# [DATA PROVIDED]

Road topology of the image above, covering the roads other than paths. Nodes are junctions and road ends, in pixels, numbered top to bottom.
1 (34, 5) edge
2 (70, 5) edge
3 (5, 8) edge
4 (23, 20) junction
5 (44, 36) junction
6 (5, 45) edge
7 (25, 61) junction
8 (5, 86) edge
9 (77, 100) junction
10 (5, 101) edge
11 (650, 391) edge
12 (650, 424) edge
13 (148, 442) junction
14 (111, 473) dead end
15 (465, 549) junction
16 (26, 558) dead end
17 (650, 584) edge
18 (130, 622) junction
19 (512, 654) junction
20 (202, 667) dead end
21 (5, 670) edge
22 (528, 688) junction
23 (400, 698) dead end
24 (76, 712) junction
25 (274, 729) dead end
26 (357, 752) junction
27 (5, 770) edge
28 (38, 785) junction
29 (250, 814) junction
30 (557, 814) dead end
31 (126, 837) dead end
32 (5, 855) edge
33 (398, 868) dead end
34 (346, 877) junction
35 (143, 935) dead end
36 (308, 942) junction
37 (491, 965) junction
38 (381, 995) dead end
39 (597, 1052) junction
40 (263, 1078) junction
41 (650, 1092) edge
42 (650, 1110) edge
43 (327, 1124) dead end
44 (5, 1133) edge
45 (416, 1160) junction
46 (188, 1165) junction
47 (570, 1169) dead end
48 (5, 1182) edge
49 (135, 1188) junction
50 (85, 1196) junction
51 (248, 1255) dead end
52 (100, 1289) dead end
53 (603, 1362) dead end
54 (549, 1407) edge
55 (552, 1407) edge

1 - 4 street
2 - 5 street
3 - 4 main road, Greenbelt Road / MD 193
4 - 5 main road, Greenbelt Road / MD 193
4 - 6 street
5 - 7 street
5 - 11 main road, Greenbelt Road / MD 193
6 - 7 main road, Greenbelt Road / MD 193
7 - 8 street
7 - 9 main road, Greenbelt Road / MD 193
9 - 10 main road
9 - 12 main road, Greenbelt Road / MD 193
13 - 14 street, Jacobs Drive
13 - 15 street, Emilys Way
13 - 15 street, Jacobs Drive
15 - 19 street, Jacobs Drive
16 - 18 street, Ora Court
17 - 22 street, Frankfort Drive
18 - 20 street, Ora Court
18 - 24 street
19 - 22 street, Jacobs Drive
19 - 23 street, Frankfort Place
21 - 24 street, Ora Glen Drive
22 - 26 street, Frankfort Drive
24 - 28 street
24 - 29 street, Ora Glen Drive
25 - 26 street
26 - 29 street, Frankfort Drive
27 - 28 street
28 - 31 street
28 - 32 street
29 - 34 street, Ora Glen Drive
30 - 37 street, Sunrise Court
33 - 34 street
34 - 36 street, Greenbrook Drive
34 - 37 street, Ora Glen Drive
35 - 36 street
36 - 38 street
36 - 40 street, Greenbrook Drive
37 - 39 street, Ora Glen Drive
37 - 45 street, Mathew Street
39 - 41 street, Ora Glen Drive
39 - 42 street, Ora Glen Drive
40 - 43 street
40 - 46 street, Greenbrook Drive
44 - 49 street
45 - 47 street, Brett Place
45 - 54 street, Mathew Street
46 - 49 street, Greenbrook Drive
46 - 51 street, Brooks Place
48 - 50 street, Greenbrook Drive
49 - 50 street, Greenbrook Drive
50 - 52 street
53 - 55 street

# [WHAT THE TASK ASKS]
If a line in the entries holds the string "Mathew", copy it.

# [SOLVED EXERCISE]
37 - 45 street, Mathew Street
45 - 54 street, Mathew Street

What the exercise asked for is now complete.